START LISTED RECORDS

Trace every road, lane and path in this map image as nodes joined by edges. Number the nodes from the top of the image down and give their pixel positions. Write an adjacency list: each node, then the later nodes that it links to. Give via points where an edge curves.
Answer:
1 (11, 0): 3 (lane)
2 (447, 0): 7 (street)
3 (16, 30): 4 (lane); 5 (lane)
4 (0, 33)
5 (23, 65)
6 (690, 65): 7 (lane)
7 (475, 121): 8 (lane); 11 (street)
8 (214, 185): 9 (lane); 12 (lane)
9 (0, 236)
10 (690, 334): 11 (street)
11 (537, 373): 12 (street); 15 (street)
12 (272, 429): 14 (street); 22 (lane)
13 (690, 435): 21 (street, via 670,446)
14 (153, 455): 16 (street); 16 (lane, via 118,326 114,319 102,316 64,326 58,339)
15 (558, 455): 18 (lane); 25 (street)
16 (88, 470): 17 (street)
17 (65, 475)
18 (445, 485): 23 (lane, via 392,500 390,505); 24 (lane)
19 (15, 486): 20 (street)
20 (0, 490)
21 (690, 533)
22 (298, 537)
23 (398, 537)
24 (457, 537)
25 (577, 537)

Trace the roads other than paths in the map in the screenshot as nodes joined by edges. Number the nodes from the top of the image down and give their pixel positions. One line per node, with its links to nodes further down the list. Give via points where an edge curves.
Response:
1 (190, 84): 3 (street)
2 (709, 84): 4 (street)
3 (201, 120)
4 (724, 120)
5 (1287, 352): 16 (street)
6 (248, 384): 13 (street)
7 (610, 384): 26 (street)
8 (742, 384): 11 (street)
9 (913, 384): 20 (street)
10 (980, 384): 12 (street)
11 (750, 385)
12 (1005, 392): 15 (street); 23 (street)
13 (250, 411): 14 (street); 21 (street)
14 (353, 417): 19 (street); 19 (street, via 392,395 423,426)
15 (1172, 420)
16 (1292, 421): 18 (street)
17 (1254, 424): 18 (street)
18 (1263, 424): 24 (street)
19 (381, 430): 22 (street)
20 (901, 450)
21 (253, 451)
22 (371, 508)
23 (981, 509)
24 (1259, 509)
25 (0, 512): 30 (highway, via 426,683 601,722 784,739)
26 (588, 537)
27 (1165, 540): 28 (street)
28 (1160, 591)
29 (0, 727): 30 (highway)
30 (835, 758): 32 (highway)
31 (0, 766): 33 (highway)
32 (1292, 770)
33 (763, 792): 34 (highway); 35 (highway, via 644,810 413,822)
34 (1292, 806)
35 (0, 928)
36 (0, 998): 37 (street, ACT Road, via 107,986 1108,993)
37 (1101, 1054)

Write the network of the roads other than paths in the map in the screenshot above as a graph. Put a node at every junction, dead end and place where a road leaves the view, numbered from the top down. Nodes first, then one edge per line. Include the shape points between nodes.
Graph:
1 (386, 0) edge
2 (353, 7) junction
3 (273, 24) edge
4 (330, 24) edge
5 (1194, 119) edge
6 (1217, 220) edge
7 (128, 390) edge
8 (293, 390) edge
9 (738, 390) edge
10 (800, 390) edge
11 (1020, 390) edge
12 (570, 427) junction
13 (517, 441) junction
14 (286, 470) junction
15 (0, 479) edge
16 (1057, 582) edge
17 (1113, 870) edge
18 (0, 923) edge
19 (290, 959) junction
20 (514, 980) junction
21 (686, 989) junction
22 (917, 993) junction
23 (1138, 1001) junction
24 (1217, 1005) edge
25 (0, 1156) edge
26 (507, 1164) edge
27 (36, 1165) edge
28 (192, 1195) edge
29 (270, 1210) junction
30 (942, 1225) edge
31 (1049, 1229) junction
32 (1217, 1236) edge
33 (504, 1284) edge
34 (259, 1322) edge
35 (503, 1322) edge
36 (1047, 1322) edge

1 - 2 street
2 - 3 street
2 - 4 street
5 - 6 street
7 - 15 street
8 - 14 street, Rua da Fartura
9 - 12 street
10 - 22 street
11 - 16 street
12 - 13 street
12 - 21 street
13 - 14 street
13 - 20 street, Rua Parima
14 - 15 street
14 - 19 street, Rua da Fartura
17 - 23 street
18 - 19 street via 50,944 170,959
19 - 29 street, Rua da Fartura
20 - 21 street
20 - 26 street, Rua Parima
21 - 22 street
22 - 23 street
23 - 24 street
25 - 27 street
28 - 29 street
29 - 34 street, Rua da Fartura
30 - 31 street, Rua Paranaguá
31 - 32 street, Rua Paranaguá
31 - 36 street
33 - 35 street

END LISTED RECORDS

WHAT YOU NEED TO DO => Output every line above so that it reads exactly as before.

FINAL ANSWER =>
Trace every road, lane and path in this map image as nodes joined by edges. Number the nodes from the top of the image down and give their pixel positions. Write an adjacency list: each node, then the later nodes that it links to. Give via points where an edge curves.
Answer:
1 (11, 0): 3 (lane)
2 (447, 0): 7 (street)
3 (16, 30): 4 (lane); 5 (lane)
4 (0, 33)
5 (23, 65)
6 (690, 65): 7 (lane)
7 (475, 121): 8 (lane); 11 (street)
8 (214, 185): 9 (lane); 12 (lane)
9 (0, 236)
10 (690, 334): 11 (street)
11 (537, 373): 12 (street); 15 (street)
12 (272, 429): 14 (street); 22 (lane)
13 (690, 435): 21 (street, via 670,446)
14 (153, 455): 16 (street); 16 (lane, via 118,326 114,319 102,316 64,326 58,339)
15 (558, 455): 18 (lane); 25 (street)
16 (88, 470): 17 (street)
17 (65, 475)
18 (445, 485): 23 (lane, via 392,500 390,505); 24 (lane)
19 (15, 486): 20 (street)
20 (0, 490)
21 (690, 533)
22 (298, 537)
23 (398, 537)
24 (457, 537)
25 (577, 537)

Trace the roads other than paths in the map in the screenshot as nodes joined by edges. Number the nodes from the top of the image down and give their pixel positions. One line per node, with its links to nodes further down the list. Give via points where an edge curves.
Response:
1 (190, 84): 3 (street)
2 (709, 84): 4 (street)
3 (201, 120)
4 (724, 120)
5 (1287, 352): 16 (street)
6 (248, 384): 13 (street)
7 (610, 384): 26 (street)
8 (742, 384): 11 (street)
9 (913, 384): 20 (street)
10 (980, 384): 12 (street)
11 (750, 385)
12 (1005, 392): 15 (street); 23 (street)
13 (250, 411): 14 (street); 21 (street)
14 (353, 417): 19 (street); 19 (street, via 392,395 423,426)
15 (1172, 420)
16 (1292, 421): 18 (street)
17 (1254, 424): 18 (street)
18 (1263, 424): 24 (street)
19 (381, 430): 22 (street)
20 (901, 450)
21 (253, 451)
22 (371, 508)
23 (981, 509)
24 (1259, 509)
25 (0, 512): 30 (highway, via 426,683 601,722 784,739)
26 (588, 537)
27 (1165, 540): 28 (street)
28 (1160, 591)
29 (0, 727): 30 (highway)
30 (835, 758): 32 (highway)
31 (0, 766): 33 (highway)
32 (1292, 770)
33 (763, 792): 34 (highway); 35 (highway, via 644,810 413,822)
34 (1292, 806)
35 (0, 928)
36 (0, 998): 37 (street, ACT Road, via 107,986 1108,993)
37 (1101, 1054)

Write the network of the roads other than paths in the map in the screenshot above as a graph. Put a node at every junction, dead end and place where a road leaves the view, numbered from the top down. Nodes first, then one edge per line. Include the shape points between nodes.
Graph:
1 (386, 0) edge
2 (353, 7) junction
3 (273, 24) edge
4 (330, 24) edge
5 (1194, 119) edge
6 (1217, 220) edge
7 (128, 390) edge
8 (293, 390) edge
9 (738, 390) edge
10 (800, 390) edge
11 (1020, 390) edge
12 (570, 427) junction
13 (517, 441) junction
14 (286, 470) junction
15 (0, 479) edge
16 (1057, 582) edge
17 (1113, 870) edge
18 (0, 923) edge
19 (290, 959) junction
20 (514, 980) junction
21 (686, 989) junction
22 (917, 993) junction
23 (1138, 1001) junction
24 (1217, 1005) edge
25 (0, 1156) edge
26 (507, 1164) edge
27 (36, 1165) edge
28 (192, 1195) edge
29 (270, 1210) junction
30 (942, 1225) edge
31 (1049, 1229) junction
32 (1217, 1236) edge
33 (504, 1284) edge
34 (259, 1322) edge
35 (503, 1322) edge
36 (1047, 1322) edge

1 - 2 street
2 - 3 street
2 - 4 street
5 - 6 street
7 - 15 street
8 - 14 street, Rua da Fartura
9 - 12 street
10 - 22 street
11 - 16 street
12 - 13 street
12 - 21 street
13 - 14 street
13 - 20 street, Rua Parima
14 - 15 street
14 - 19 street, Rua da Fartura
17 - 23 street
18 - 19 street via 50,944 170,959
19 - 29 street, Rua da Fartura
20 - 21 street
20 - 26 street, Rua Parima
21 - 22 street
22 - 23 street
23 - 24 street
25 - 27 street
28 - 29 street
29 - 34 street, Rua da Fartura
30 - 31 street, Rua Paranaguá
31 - 32 street, Rua Paranaguá
31 - 36 street
33 - 35 street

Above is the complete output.